(Collected data entries)
● ● ● ● ● ● ●

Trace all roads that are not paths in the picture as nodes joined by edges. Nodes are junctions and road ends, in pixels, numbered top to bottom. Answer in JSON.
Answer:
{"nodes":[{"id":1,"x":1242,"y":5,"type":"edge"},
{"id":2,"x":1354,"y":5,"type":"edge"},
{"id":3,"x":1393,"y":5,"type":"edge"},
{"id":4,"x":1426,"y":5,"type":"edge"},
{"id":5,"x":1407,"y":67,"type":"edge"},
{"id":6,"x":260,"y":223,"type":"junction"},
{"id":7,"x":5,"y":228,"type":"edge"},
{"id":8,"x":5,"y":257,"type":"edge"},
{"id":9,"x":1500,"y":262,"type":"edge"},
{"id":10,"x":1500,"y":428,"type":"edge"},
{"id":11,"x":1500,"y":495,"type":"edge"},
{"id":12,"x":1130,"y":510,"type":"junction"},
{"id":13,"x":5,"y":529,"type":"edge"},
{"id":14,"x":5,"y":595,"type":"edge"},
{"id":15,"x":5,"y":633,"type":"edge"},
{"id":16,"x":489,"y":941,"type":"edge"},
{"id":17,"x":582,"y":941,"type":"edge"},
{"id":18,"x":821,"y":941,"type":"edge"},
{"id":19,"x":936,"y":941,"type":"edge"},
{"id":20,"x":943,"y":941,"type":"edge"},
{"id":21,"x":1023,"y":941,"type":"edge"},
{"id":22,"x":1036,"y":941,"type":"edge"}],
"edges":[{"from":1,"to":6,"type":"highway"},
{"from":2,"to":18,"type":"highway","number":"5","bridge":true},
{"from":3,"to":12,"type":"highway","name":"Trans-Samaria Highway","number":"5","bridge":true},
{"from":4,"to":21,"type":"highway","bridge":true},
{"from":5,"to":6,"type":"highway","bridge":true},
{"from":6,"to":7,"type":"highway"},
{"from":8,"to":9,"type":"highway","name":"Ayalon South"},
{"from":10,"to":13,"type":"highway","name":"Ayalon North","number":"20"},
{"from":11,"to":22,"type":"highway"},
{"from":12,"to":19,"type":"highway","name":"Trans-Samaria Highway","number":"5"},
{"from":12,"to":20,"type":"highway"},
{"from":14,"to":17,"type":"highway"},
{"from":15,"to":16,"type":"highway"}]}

● ● ● ● ● ● ●

EXERCISE PROMPT:
Report each line of the records that holds the word "Ayalon".

YOUR SOLUTION:
{"from":8,"to":9,"type":"highway","name":"Ayalon South"},
{"from":10,"to":13,"type":"highway","name":"Ayalon North","number":"20"},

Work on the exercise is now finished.